The ThreadLocal Trap: How a One-Line Spec Hid a Security Decision

Share

The story of building the masking serializer at the heart of Ihawu — and the moment I realized the easy ticket I'd picked up was quietly asking me to make a security call.

First — what's Ihawu?

If you haven't met it: Ihawu is an open-source Kotlin library for dynamic data masking on the JVM. The idea is simple to state. Your application works with complete, truthful data right up until the instant it serializes a response — and at that boundary, Ihawu removes or obfuscates the fields a particular caller isn't allowed to see. A manager fetching an employee record sees the salary; a peer fetching the same record sees REDACTED; the controller code is identical for both.

It hooks into Jackson (the JSON library most Spring apps already use) and takes its masking decisions from a pluggable policy resolver — so Ihawu itself stays an enforcer, never a policy engine. You annotate a response object with @IhawuResource, and Ihawu does the rest as the JSON is written.
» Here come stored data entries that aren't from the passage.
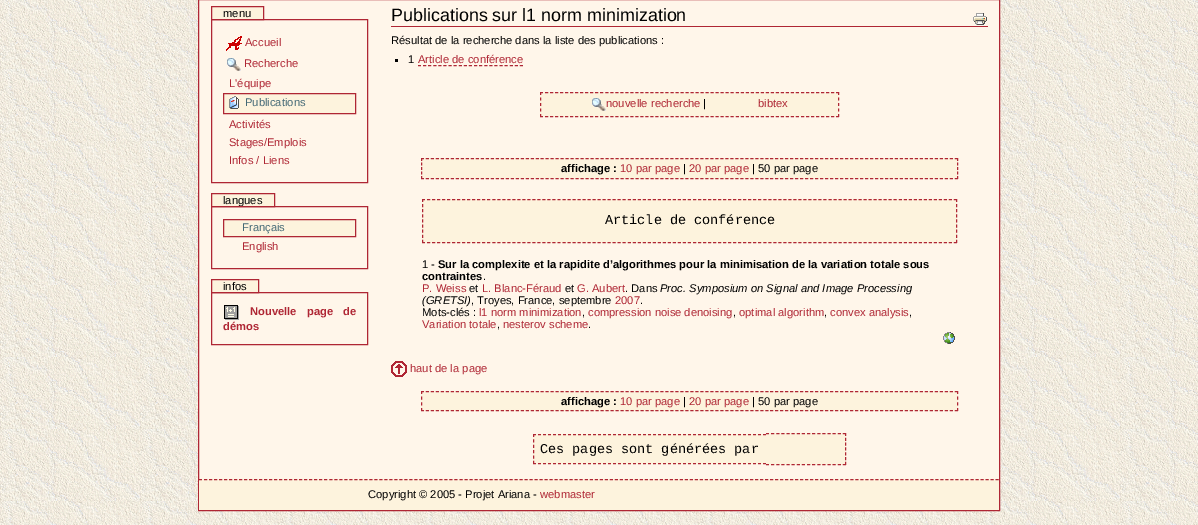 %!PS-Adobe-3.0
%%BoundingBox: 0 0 1198 525
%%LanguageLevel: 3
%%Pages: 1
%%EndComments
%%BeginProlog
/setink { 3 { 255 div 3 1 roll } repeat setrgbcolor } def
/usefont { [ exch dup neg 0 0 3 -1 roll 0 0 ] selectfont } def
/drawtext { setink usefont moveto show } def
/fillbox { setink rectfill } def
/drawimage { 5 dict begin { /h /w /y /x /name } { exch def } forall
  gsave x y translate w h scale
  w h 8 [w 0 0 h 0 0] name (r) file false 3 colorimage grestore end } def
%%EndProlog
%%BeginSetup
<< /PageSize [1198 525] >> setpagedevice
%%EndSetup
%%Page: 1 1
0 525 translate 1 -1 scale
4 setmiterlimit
0 0 1198 525 255 255 255 fillbox
(assets/img1.rgb) 0 0 1198 525 drawimage
199 0 800 479 255 246 234 fillbox
175 38 52 setink
198.5 -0.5 801 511 rectstroke
253 243 221 setink
211.5 6.5 moveto 263.5 6.5 lineto 263.5 19.5 lineto 211.5 19.5 lineto closepath gsave fill grestore
175 38 52 setink
stroke
(menu) 223 17 /LiberationSans-Regular 11.2 0 0 0 drawtext
175 38 52 setink
211.5 19.5 156 163 rectstroke
(assets/img2.rgb) 226 36 16 15 drawimage
(Accueil) 245 46 /LiberationSans-Regular 11.2 175 38 52 drawtext
(assets/img3.rgb) 227 58 14 13 drawimage
(Recherche) 244 67 /LiberationSans-Regular 11.2 175 38 52 drawtext
(L'équipe) 229 87 /LiberationSans-Regular 11.2 175 38 52 drawtext
253 243 221 setink
223.5 93.5 moveto 355.5 93.5 lineto 355.5 113.5 lineto 223.5 113.5 lineto closepath gsave fill grestore
175 38 52 setink
stroke
(assets/img4.rgb) 229 96 10 13 drawimage
(Publications) 245 106 /LiberationSans-Regular 11.2 67 105 118 drawtext
(Activités) 229 128 /LiberationSans-Regular 11.2 175 38 52 drawtext
(Stages/Emplois) 229 146 /LiberationSans-Regular 11.2 175 38 52 drawtext
(Infos / Liens) 229 164 /LiberationSans-Regular 11.2 175 38 52 drawtext
253 243 221 setink
211.5 193.5 moveto 274.5 193.5 lineto 274.5 206.5 lineto 211.5 206.5 lineto closepath gsave fill grestore
175 38 52 setink
stroke
(langues) 223 204 /LiberationSans-Regular 11.2 0 0 0 drawtext
175 38 52 setink
211.5 206.5 156 62 rectstroke
253 243 221 setink
223.5 219.5 moveto 355.5 219.5 lineto 355.5 236.5 lineto 223.5 236.5 lineto closepath gsave fill grestore
175 38 52 setink
stroke
(Français) 242 231 /LiberationSans-Regular 11.2 67 105 118 drawtext
(English) 242 250 /LiberationSans-Regular 11.2 175 38 52 drawtext
253 243 221 setink
211.5 279.5 moveto 258.5 279.5 lineto 258.5 292.5 lineto 211.5 292.5 lineto closepath gsave fill grestore
175 38 52 setink
stroke
(infos) 223 290 /LiberationSans-Regular 11.2 0 0 0 drawtext
175 38 52 setink
211.5 292.5 156 52 rectstroke
(assets/img5.rgb) 224 305 15 15 drawimage
/LiberationSans-Bold 11.2 usefont
250 315 moveto 7 0 32 (Nouvelle page de) widthshow
(démos) 223 330 /LiberationSans-Bold 11.2 175 38 52 drawtext
391 26 597 1 175 38 52 fillbox
(Publications sur l1 norm minimization) 391 21 /LiberationSans-Regular 17.9 0 0 0 drawtext
(assets/img6.rgb) 973 13 14 12 drawimage
(Résultat de la recherche dans la liste des publications :) 391 44 /LiberationSans-Regular 11.2 0 0 0 drawtext
395 59 3 3 0 0 0 fillbox
(1) 408 63 /LiberationSans-Regular 11.2 0 0 0 drawtext
(Article de conférence) 418 63 /LiberationSans-Regular 11.2 175 38 52 drawtext
[3 2.1] 0 setdash
418 65.5 moveto 523 65.5 lineto stroke
540 92 299 25 253 243 221 fillbox
175 38 52 setink
[3 2.02] 0 setdash
540 92.5 moveto 839 92.5 lineto stroke
[3 2.5] 0 setdash
838.5 92 moveto 838.5 117 lineto stroke
[3 2.02] 0 setdash
540 116.5 moveto 839 116.5 lineto stroke
[3 2.5] 0 setdash
540.5 92 moveto 540.5 117 lineto stroke
(assets/img7.rgb) 592 98 14 13 drawimage
(nouvelle recherche) 606 107 /LiberationSans-Regular 11.2 175 38 52 drawtext
(|) 703 107 /LiberationSans-Regular 11.2 0 0 0 drawtext
(bibtex) 758 107 /LiberationSans-Regular 11.2 175 38 52 drawtext
421 158 537 21 253 243 221 fillbox
175 38 52 setink
[3 1.99] 0 setdash
421 158.5 moveto 958 158.5 lineto stroke
[3 1.5] 0 setdash
957.5 158 moveto 957.5 179 lineto stroke
[3 1.99] 0 setdash
421 178.5 moveto 958 178.5 lineto stroke
[3 1.5] 0 setdash
421.5 158 moveto 421.5 179 lineto stroke
(affichage :) 561 172 /LiberationSans-Bold 11.2 0 0 0 drawtext
(10 par page) 620 172 /LiberationSans-Regular 11.2 175 38 52 drawtext
(|) 683 172 /LiberationSans-Regular 11.2 0 0 0 drawtext
(20 par page) 689 172 /LiberationSans-Regular 11.2 175 38 52 drawtext
(| 50 par page) 752 172 /LiberationSans-Regular 11.2 0 0 0 drawtext
422 199 535 44 253 243 221 fillbox
175 38 52 setink
[3 2.02] 0 setdash
422 199.5 moveto 957 199.5 lineto stroke
[3 2.12] 0 setdash
956.5 199 moveto 956.5 243 lineto stroke
[3 2.02] 0 setdash
422 242.5 moveto 957 242.5 lineto stroke
[3 2.12] 0 setdash
422.5 199 moveto 422.5 243 lineto stroke
(Article de conférence) 605 224 /LiberationMono-Regular 13.5 0 0 0 drawtext
(1 -) 422 268 /LiberationSans-Regular 11.2 0 0 0 drawtext
(Sur la complexite et la rapidite d’algorithmes pour la minimisation de la variation totale sous) 438 268 /LiberationSans-Bold 11.2 0 0 0 drawtext
(contraintes) 422 280 /LiberationSans-Bold 11.2 0 0 0 drawtext
(.) 483 280 /LiberationSans-Regular 11.2 0 0 0 drawtext
(P. Weiss) 422 292 /LiberationSans-Regular 11.2 175 38 52 drawtext
(et) 469 292 /LiberationSans-Regular 11.2 0 0 0 drawtext
(L. Blanc-Féraud) 482 292 /LiberationSans-Regular 11.2 175 38 52 drawtext
(et) 565 292 /LiberationSans-Regular 11.2 0 0 0 drawtext
(G. Aubert) 577 292 /LiberationSans-Regular 11.2 175 38 52 drawtext
(. Dans) 625 292 /LiberationSans-Regular 11.2 0 0 0 drawtext
(Proc. Symposium on Signal and Image Processing) 660 292 /LiberationSans-Italic 11.2 0 0 0 drawtext
(\(GRETSI\)) 422 304 /LiberationSans-Italic 11.2 0 0 0 drawtext
(, Troyes, France, septembre) 471 304 /LiberationSans-Regular 11.2 0 0 0 drawtext
(2007) 615 304 /LiberationSans-Regular 11.2 175 38 52 drawtext
(.) 640 304 /LiberationSans-Regular 11.2 0 0 0 drawtext
(Mots-clés :) 422 316 /LiberationSans-Regular 11.2 0 0 0 drawtext
(l1 norm minimization) 479 316 /LiberationSans-Regular 11.2 175 38 52 drawtext
(,) 582 316 /LiberationSans-Regular 11.2 0 0 0 drawtext
(compression noise denoising) 588 316 /LiberationSans-Regular 11.2 175 38 52 drawtext
(,) 733 316 /LiberationSans-Regular 11.2 0 0 0 drawtext
(optimal algorithm) 739 316 /LiberationSans-Regular 11.2 175 38 52 drawtext
(,) 824 316 /LiberationSans-Regular 11.2 0 0 0 drawtext
(convex analysis) 830 316 /LiberationSans-Regular 11.2 175 38 52 drawtext
(,) 909 316 /LiberationSans-Regular 11.2 0 0 0 drawtext
(Variation totale) 422 328 /LiberationSans-Regular 11.2 175 38 52 drawtext
(,) 497 328 /LiberationSans-Regular 11.2 0 0 0 drawtext
(nesterov scheme) 503 328 /LiberationSans-Regular 11.2 175 38 52 drawtext
(.) 588 328 /LiberationSans-Regular 11.2 0 0 0 drawtext
(assets/img8.rgb) 943 332 12 12 drawimage
(assets/img9.rgb) 391 361 16 16 drawimage
(haut de la page) 410 372 /LiberationSans-Regular 11.2 175 38 52 drawtext
421 391 537 20 253 243 221 fillbox
175 38 52 setink
[3 1.99] 0 setdash
421 391.5 moveto 958 391.5 lineto stroke
[3 2.67] 0 setdash
957.5 391 moveto 957.5 411 lineto stroke
[3 1.99] 0 setdash
421 410.5 moveto 958 410.5 lineto stroke
[3 2.67] 0 setdash
421.5 391 moveto 421.5 411 lineto stroke
(affichage :) 561 405 /LiberationSans-Bold 11.2 0 0 0 drawtext
(10 par page) 620 405 /LiberationSans-Regular 11.2 175 38 52 drawtext
(|) 683 405 /LiberationSans-Regular 11.2 0 0 0 drawtext
(20 par page) 689 405 /LiberationSans-Regular 11.2 175 38 52 drawtext
(| 50 par page) 752 405 /LiberationSans-Regular 11.2 0 0 0 drawtext
533 434 233 30 253 243 221 fillbox
(Ces pages sont générées par) 540 453 /LiberationMono-Regular 13.5 0 0 0 drawtext
175 38 52 setink
[3 2] 0 setdash
533 434.5 moveto 766 434.5 lineto stroke
533 463.5 moveto 766 463.5 lineto stroke
[3 2.4] 0 setdash
533.5 434 moveto 533.5 464 lineto stroke
766 433 80 32 253 243 221 fillbox
175 38 52 setink
[3 2.13] 0 setdash
766 433.5 moveto 846 433.5 lineto stroke
[3 1.83] 0 setdash
845.5 433 moveto 845.5 465 lineto stroke
[3 2.13] 0 setdash
766 464.5 moveto 846 464.5 lineto stroke
199 479 800 31 253 243 221 fillbox
175 38 52 setink
[3 2.01] 0 setdash
199 479.5 moveto 999 479.5 lineto stroke
(Copyright © 2005 - Projet Ariana -) 368 498 /LiberationSans-Regular 11.2 0 0 0 drawtext
(webmaster) 540 498 /LiberationSans-Regular 11.2 175 38 52 drawtext
showpage
%%EOF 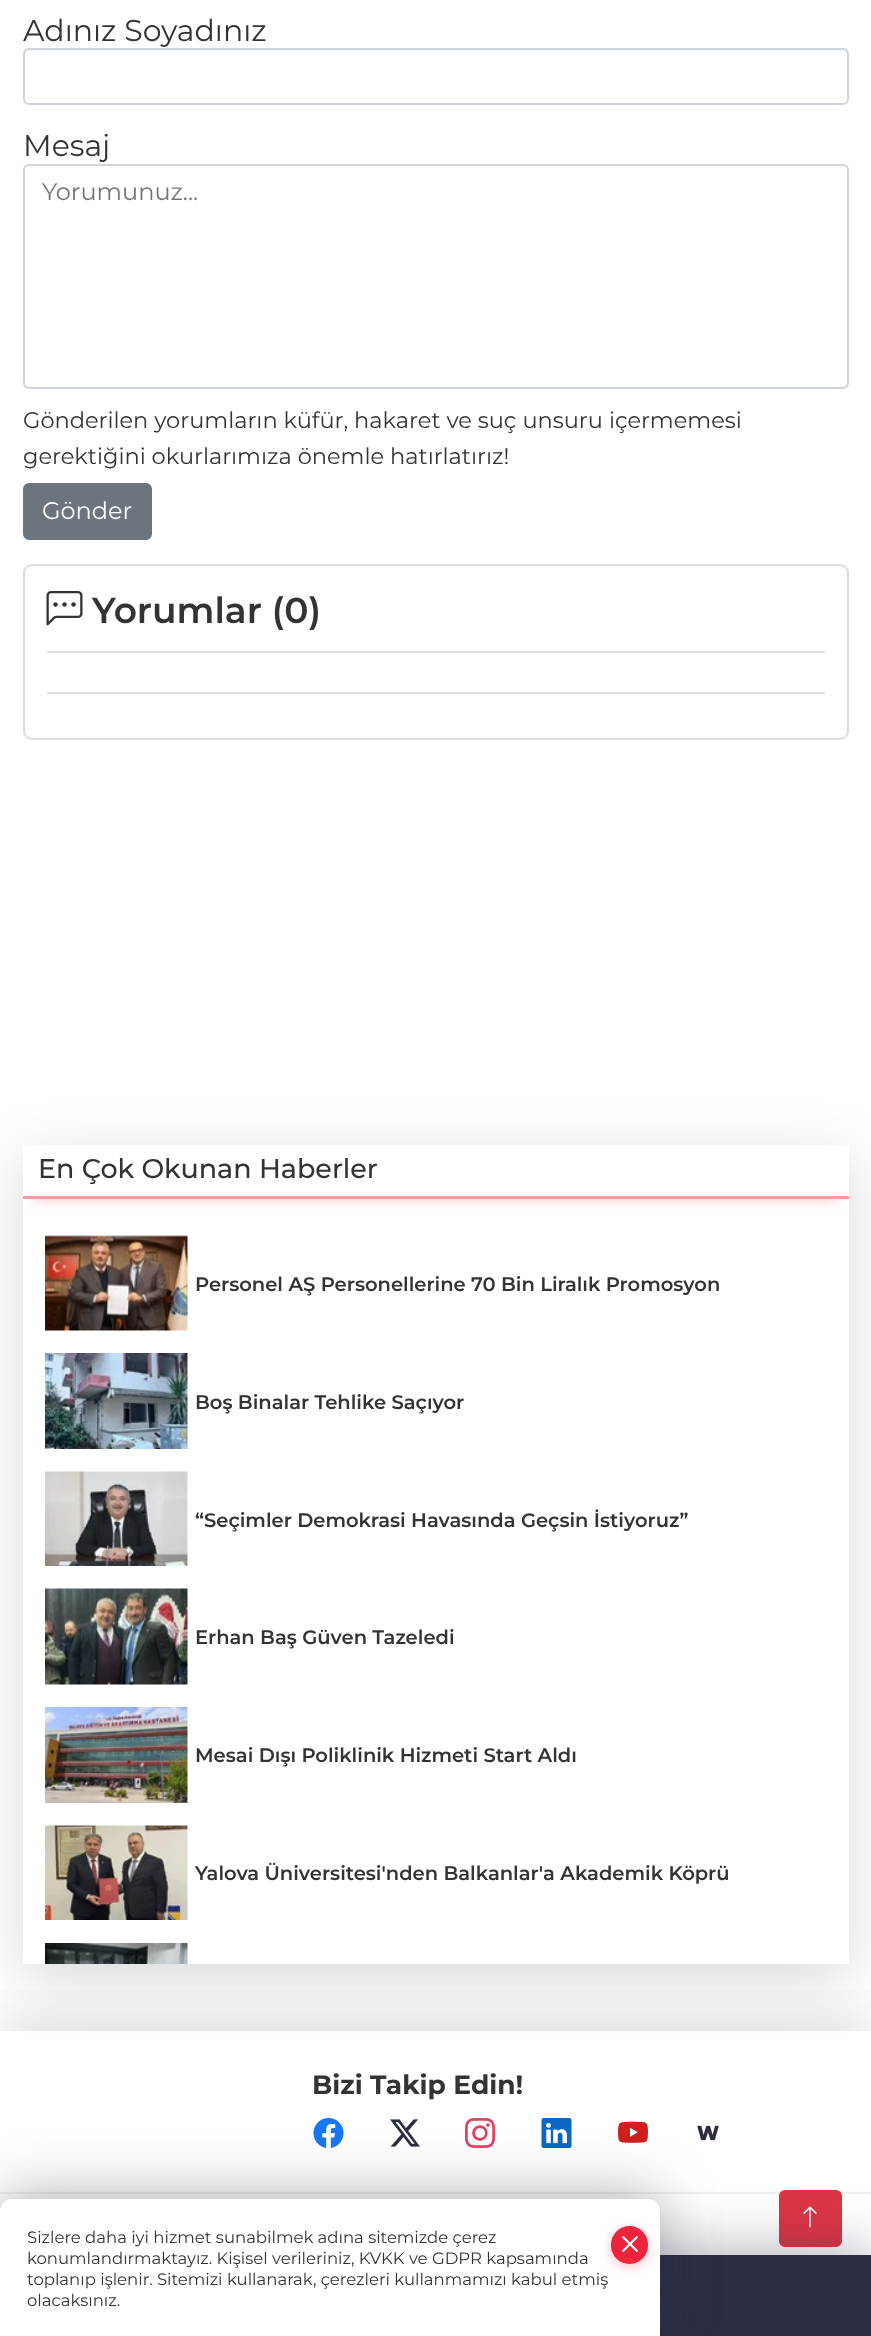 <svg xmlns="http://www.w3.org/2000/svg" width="871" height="2336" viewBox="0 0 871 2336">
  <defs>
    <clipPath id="clip1"><path d="M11 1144H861V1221H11ZM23 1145H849V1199H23Z" clip-rule="evenodd"/></clipPath>
    <clipPath id="clip2"><rect x="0" y="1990" width="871" height="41"/></clipPath>
  </defs>
  <rect width="100%" height="100%" fill="rgb(255,255,255)"/>
  <text x="23" y="41" font-family="Montserrat" font-size="30" fill="rgb(51,51,51)">Adınız Soyadınız</text>
  <rect x="24" y="49" width="824" height="55" rx="5" fill="none" stroke="rgb(206,212,218)" stroke-width="2"/>
  <text x="23" y="156" font-family="Montserrat" font-size="30" fill="rgb(51,51,51)">Mesaj</text>
  <rect x="24" y="165" width="824" height="223" rx="5" fill="none" stroke="rgb(206,212,218)" stroke-width="2"/>
  <text x="42" y="200" font-family="Montserrat" font-size="24" fill="rgb(117,117,117)">Yorumunuz...</text>
  <g font-family="Montserrat" font-size="22.5" fill="rgb(51,51,51)">
    <text>
      <tspan x="23" y="428">Gönderilen yorumların küfür, hakaret ve suç unsuru içermemesi</tspan>
      <tspan x="23" y="464">gerektiğini okurlarımıza önemle hatırlatırız!</tspan>
    </text>
  </g>
  <rect x="24" y="484" width="127" height="55" rx="5" fill="rgb(108,117,125)" stroke="rgb(108,117,125)" stroke-width="2"/>
  <text x="42" y="519" font-family="Montserrat" font-size="24" fill="rgb(255,255,255)">Gönder</text>
  <rect x="24" y="565" width="824" height="174" rx="8" fill="none" stroke="rgb(221,221,221)" stroke-width="2"/>
  <rect x="47" y="651" width="778" height="2" fill="rgb(221,221,221)"/>
  <image x="46" y="591" width="37" height="35" href="pic1.png"/>
  <text x="92" y="623" font-family="Montserrat" font-size="36" font-weight="600" fill="rgb(51,51,51)">Yorumlar (0)</text>
  <rect x="47" y="692" width="778" height="2" fill="rgb(221,221,221)"/>
  <rect x="23" y="1160" width="826" height="819" fill="rgba(0,0,0,0.15)" filter="blur(30px)"/>
  <rect x="23" y="1145" width="826" height="819" fill="rgb(255,255,255)"/>
  <g clip-path="url(#clip1)">
    <rect x="33" y="1166" width="806" height="33" fill="rgba(255,86,106,0.38)" filter="blur(7px)"/>
  </g>
  <rect x="23" y="1196" width="826" height="3" fill="rgba(255,81,103,0.6)"/>
  <text x="38" y="1178" font-family="Montserrat" font-size="27" font-weight="500" fill="rgb(51,51,51)">En Çok Okunan Haberler</text>
  <image x="45" y="1235" width="143" height="96" href="pic2.png"/>
  <text x="195" y="1291" font-family="Montserrat" font-size="19.5" font-weight="600" fill="rgb(51,51,51)">Personel AŞ Personellerine 70 Bin Liralık Promosyon</text>
  <image x="45" y="1353" width="143" height="96" href="pic3.png"/>
  <text x="195" y="1409" font-family="Montserrat" font-size="19.5" font-weight="600" fill="rgb(51,51,51)">Boş Binalar Tehlike Saçıyor</text>
  <image x="45" y="1471" width="143" height="95" href="pic4.png"/>
  <text x="195" y="1527" font-family="Montserrat" font-size="19.5" font-weight="600" fill="rgb(51,51,51)">“Seçimler Demokrasi Havasında Geçsin İstiyoruz”</text>
  <image x="45" y="1588" width="143" height="97" href="pic5.png"/>
  <text x="195" y="1644" font-family="Montserrat" font-size="19.5" font-weight="600" fill="rgb(51,51,51)">Erhan Baş Güven Tazeledi</text>
  <image x="45" y="1707" width="143" height="96" href="pic6.png"/>
  <text x="195" y="1762" font-family="Montserrat" font-size="19.5" font-weight="600" fill="rgb(51,51,51)">Mesai Dışı Poliklinik Hizmeti Start Aldı</text>
  <image x="45" y="1825" width="143" height="95" href="pic7.png"/>
  <text x="195" y="1880" font-family="Montserrat" font-size="19.5" font-weight="600" fill="rgb(51,51,51)">Yalova Üniversitesi'nden Balkanlar'a Akademik Köprü</text>
  <image x="45" y="1943" width="143" height="21" href="pic8.png"/>
  <g clip-path="url(#clip2)">
    <rect x="0" y="2027" width="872" height="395" fill="rgba(43,45,66,0.2)" filter="blur(28.5px)"/>
  </g>
  <rect x="0" y="2192" width="871" height="2" fill="rgb(239,239,239)"/>
  <text x="312" y="2094" font-family="Montserrat" font-size="26.5" font-weight="bold" fill="rgb(51,51,51)">Bizi Takip Edin!</text>
  <image x="313" y="2118" width="31" height="30" href="pic9.png"/>
  <image x="390" y="2119" width="30" height="28" href="pic10.png"/>
  <image x="465" y="2118" width="30" height="30" href="pic11.png"/>
  <image x="541" y="2118" width="31" height="30" href="pic12.png"/>
  <image x="618" y="2121" width="30" height="22" href="pic13.png"/>
  <image x="697" y="2125" width="22" height="16" href="pic14.png"/>
  <rect x="780" y="2191" width="61" height="55" rx="5" fill="rgb(220,53,69)" stroke="rgb(220,53,69)" stroke-width="2"/>
  <image x="803" y="2206" width="14" height="22" href="pic15.png"/>
  <rect x="0" y="2250" width="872" height="83" fill="rgba(43,45,66,0.36)" filter="blur(28.5px)"/>
  <rect x="660" y="2255" width="211" height="81" fill="rgb(43,45,66)"/>
  <rect x="0" y="2195" width="660" height="138" rx="12" fill="rgba(43,45,66,0.36)" filter="blur(28.5px)"/>
  <path d="M12 2199H648C654.5 2199 660 2204.5 660 2211V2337H0V2211C0 2204.5 5.5 2199 12 2199Z" fill="rgb(255,255,255)"/>
  <text x="27" y="2243" font-family="Montserrat" font-size="16.5" fill="rgb(51,51,51)">Sizlere daha iyi hizmet sunabilmek adına sitemizde çerez</text>
  <rect x="611" y="2229" width="37" height="38" rx="18.5" fill="rgba(255,86,106,0.38)" filter="blur(6px)"/>
  <rect x="611" y="2226" width="37" height="38" rx="18.5" fill="rgb(239,35,60)"/>
  <image x="622" y="2236" width="16" height="16" href="pic16.png"/>
  <g font-family="Montserrat" font-size="16.5" fill="rgb(51,51,51)">
    <text>
      <tspan x="27" y="2264">konumlandırmaktayız. Kişisel verileriniz, KVKK ve GDPR kapsamında</tspan>
      <tspan x="27" y="2285">toplanıp işlenir. Sitemizi kullanarak, çerezleri kullanmamızı kabul etmiş</tspan>
      <tspan x="27" y="2306">olacaksınız.</tspan>
    </text>
  </g>
</svg>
This article is about building that "does the rest" part — the serializer that actually applies the masking. It turned out to be the most quietly demanding ticket in the project.

The ticket I thought would be a quick win

I'll be honest: I picked up this ticket because it looked like a clean afternoon. Here's roughly what it said:

Add a Jackson BeanSerializerModifier that intercepts @IhawuResource types and applies a resolved List<FieldPolicy>. HIDE omits the field; REDACT writes a placeholder. Mask nested resources and collection items. No reflection on hot paths.

I'd written Jackson modules before. There was a clear input, a clear output, and a tidy little HIDE/REDACT rule to implement. My hands were already reaching for the keyboard. You know that feeling — the ticket where you can see the whole shape of it before you've typed a line.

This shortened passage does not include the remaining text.